I'm writing this with no expectations of you reading it or caring about what I have to say if you do decide to read this letter. I'm sure this letter will arrive in your mailbox only to be tossed in the garbage, but I figured it couldn't hurt to try. 

 I know I don't deserve an ounce of your time and I know that I don't deserve your forgiveness. However, I can still hope. 

Hope seems to be all that I have left anymore. 
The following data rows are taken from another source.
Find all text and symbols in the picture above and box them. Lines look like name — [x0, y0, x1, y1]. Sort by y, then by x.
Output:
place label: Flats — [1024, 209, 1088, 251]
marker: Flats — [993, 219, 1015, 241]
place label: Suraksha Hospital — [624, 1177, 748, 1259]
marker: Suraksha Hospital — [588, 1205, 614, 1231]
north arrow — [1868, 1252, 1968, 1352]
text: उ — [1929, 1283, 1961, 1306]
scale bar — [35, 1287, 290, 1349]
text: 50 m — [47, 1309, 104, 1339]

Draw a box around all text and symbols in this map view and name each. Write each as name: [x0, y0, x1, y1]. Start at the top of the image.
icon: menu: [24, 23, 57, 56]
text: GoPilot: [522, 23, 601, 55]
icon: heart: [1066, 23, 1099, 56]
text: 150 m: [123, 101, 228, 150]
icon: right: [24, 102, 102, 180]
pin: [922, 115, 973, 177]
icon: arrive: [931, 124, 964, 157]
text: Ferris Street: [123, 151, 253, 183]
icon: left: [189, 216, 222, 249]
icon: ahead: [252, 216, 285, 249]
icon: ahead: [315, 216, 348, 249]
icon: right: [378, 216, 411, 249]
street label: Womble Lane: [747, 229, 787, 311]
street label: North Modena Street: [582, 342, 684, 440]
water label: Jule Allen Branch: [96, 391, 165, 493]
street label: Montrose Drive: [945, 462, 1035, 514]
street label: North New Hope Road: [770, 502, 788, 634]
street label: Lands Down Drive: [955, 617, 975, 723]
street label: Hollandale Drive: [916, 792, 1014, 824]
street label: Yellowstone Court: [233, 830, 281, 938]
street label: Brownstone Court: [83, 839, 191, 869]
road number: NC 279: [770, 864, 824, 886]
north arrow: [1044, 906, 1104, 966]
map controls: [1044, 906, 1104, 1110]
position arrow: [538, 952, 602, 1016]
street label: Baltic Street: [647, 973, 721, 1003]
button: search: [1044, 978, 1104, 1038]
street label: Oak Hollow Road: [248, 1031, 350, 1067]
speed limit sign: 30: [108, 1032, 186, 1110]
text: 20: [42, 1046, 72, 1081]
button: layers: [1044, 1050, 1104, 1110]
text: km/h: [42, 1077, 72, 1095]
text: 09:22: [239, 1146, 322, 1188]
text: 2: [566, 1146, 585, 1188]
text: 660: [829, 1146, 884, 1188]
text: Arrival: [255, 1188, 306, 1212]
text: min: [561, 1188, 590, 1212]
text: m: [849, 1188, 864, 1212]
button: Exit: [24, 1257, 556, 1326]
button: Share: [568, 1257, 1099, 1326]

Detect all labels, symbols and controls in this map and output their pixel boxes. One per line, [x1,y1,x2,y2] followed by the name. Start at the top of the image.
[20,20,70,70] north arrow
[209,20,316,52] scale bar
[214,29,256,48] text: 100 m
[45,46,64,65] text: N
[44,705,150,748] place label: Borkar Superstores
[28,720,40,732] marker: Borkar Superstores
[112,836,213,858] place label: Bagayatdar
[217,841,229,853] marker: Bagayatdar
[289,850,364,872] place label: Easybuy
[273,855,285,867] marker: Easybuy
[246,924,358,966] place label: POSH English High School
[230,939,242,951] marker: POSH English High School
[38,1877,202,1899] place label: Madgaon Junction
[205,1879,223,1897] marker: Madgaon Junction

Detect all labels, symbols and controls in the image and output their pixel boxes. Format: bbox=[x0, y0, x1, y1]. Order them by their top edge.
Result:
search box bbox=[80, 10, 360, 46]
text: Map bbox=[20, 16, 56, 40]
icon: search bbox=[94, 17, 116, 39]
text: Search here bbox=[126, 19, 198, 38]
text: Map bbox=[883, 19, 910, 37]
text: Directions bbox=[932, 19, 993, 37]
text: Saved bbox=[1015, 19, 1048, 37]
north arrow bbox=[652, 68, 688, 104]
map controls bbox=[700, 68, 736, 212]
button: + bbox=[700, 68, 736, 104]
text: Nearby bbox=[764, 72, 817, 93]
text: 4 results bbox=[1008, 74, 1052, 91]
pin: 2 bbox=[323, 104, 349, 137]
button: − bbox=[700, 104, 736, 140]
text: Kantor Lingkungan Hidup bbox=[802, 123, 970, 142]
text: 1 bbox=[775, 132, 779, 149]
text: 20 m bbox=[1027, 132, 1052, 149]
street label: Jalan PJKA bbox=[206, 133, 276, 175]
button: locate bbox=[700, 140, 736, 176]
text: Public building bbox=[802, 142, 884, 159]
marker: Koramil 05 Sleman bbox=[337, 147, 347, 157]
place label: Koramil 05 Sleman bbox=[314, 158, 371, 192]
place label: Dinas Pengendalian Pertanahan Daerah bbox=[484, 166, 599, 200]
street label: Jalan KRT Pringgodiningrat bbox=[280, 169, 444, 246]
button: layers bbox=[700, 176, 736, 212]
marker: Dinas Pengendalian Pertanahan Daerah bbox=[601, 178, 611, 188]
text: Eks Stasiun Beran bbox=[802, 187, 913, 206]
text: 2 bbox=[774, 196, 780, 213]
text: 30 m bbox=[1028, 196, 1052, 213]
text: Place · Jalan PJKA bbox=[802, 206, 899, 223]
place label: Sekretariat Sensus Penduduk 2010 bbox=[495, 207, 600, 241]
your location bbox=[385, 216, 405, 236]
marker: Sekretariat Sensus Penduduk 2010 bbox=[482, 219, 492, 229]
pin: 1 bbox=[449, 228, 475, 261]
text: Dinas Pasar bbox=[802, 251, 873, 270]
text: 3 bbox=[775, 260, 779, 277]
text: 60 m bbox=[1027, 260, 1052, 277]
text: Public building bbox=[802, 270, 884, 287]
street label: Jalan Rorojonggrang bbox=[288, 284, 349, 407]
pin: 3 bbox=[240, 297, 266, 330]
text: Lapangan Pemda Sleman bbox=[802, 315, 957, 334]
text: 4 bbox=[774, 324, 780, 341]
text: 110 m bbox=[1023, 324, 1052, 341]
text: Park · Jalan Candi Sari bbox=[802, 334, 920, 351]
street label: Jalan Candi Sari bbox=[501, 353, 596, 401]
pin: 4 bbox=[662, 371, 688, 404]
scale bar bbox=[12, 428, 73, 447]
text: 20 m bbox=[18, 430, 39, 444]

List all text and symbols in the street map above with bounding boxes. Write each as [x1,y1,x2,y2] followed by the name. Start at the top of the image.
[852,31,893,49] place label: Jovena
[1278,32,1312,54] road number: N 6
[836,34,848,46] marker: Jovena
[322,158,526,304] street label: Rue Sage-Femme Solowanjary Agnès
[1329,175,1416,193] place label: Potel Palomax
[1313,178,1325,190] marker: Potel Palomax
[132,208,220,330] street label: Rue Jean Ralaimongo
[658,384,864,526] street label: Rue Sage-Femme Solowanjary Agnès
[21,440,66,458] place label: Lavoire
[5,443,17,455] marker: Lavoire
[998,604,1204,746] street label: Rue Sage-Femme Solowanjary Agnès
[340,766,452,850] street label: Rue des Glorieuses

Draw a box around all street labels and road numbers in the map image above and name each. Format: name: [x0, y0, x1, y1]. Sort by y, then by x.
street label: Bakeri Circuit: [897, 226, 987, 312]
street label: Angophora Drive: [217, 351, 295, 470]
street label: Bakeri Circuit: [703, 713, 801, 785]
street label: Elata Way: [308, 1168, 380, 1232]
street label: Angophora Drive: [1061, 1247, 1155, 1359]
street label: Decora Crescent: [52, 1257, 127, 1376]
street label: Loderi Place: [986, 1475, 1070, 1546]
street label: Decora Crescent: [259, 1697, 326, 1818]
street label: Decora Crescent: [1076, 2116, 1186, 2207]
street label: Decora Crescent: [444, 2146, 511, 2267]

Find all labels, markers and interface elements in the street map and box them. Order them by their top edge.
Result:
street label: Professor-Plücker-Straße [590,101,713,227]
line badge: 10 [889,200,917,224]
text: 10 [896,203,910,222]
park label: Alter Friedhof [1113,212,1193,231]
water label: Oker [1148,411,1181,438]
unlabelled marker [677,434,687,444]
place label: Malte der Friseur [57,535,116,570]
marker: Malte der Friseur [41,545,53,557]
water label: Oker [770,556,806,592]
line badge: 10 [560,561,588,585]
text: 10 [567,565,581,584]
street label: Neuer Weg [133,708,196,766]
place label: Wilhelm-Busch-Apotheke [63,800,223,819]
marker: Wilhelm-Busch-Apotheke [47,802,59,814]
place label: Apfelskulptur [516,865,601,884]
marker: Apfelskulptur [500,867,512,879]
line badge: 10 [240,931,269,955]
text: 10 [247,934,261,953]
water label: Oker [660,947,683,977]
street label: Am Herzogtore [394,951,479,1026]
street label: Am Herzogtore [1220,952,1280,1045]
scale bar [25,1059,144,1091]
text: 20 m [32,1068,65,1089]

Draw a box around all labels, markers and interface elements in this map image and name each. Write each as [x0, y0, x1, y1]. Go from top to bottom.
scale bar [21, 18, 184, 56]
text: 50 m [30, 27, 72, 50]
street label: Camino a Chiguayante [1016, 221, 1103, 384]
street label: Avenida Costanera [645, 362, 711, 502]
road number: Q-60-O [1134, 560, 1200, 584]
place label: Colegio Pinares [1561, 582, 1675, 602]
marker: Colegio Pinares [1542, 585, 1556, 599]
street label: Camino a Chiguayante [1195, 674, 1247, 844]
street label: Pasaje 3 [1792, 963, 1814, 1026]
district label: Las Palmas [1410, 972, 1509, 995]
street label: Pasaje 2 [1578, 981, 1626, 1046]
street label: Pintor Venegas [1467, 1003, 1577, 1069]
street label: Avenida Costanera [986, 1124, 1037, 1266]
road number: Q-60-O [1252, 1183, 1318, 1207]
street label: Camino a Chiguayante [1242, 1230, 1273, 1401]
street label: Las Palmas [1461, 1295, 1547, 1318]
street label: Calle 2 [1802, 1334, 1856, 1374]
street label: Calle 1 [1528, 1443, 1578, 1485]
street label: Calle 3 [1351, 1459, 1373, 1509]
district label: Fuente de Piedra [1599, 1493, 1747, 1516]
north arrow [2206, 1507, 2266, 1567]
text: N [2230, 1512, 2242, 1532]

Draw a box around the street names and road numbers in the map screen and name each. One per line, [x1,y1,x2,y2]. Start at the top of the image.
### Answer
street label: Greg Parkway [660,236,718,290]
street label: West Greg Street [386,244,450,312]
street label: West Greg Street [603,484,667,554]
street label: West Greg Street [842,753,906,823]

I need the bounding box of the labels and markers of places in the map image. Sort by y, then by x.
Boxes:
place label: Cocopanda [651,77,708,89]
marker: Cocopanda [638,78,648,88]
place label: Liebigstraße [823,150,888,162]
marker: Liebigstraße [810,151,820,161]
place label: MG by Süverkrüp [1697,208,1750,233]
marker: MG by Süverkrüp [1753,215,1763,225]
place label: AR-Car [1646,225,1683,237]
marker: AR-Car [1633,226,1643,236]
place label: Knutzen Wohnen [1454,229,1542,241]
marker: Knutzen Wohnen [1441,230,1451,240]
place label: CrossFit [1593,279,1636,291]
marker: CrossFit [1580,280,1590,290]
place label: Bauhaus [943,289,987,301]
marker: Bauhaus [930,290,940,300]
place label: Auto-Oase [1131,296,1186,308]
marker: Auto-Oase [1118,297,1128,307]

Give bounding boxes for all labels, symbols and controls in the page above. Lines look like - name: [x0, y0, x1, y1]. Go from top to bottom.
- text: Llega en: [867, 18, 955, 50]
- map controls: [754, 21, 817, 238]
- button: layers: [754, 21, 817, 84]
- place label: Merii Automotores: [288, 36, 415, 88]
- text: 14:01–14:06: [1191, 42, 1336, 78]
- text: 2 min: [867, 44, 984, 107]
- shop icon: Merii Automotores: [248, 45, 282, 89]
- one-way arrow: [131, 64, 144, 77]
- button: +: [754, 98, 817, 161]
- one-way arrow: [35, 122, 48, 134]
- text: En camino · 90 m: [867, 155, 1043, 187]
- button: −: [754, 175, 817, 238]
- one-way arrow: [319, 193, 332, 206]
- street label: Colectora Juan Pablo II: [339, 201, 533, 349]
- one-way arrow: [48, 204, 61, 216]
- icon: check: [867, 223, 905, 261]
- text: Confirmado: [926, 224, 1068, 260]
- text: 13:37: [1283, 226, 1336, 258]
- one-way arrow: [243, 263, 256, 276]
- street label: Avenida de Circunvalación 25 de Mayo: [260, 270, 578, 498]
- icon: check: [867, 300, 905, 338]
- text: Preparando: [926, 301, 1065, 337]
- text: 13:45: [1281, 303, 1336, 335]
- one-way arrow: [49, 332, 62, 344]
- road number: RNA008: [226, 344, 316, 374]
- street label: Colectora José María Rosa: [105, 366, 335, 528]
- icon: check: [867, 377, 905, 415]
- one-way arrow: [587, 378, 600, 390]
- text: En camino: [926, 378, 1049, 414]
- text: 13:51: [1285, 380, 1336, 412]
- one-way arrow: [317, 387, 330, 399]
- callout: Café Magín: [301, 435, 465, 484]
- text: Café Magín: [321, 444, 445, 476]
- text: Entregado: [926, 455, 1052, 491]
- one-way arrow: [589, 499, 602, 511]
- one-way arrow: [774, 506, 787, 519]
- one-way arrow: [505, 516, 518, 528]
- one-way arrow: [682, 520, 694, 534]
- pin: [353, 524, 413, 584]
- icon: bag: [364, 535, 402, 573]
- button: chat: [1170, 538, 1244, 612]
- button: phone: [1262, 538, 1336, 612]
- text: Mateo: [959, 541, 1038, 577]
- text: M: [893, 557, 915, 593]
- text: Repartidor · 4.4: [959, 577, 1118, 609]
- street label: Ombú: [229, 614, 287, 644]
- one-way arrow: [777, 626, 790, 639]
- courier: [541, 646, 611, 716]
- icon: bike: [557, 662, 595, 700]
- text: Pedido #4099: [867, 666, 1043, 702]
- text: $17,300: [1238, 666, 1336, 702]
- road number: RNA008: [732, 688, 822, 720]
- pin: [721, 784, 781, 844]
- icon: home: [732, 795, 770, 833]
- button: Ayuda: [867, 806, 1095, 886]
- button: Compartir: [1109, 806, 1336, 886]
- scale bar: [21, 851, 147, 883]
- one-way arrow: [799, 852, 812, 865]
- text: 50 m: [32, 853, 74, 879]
You may not believe me, but I truly am sorry for everything that I have done or caused over the years. I was a poor excuse of not only a father, but a human being. I wish I could blame the drugs, but even I know that would just be an excuse - the truth is I didn't want to be a dad, not without your mom around. You and your sister were constant reminders of what I lost and I couldn't bare to look at you. 

Losing her was hard on all of us, and I handled it all wrong. My life slowly started slipping away and eventually I stopped trying to hold on, if I ever tried to hold on at all. I know I should have been stronger, I should have loved you more - both of you, and I should have taken care of you. You shouldn't have had to live the way you did, you shouldn't have had to grow up so fast and I shouldn't have done the things I did. 

I won't try to explain why it all happened the way it did, because it's all just an excuse, and not a good one. You don't want to hear it and I don't want to lie to you. Just know that I'm sorry. 

It pains me to think of the way I treated you and the things I did or said. I don't even remember all of it because I was too high or drunk at the time, but I know that I put you through Hell, Rave. I know that I deserve to rot for my actions. I'm ashamed of myself and there's nothing I can do to make it up to you. 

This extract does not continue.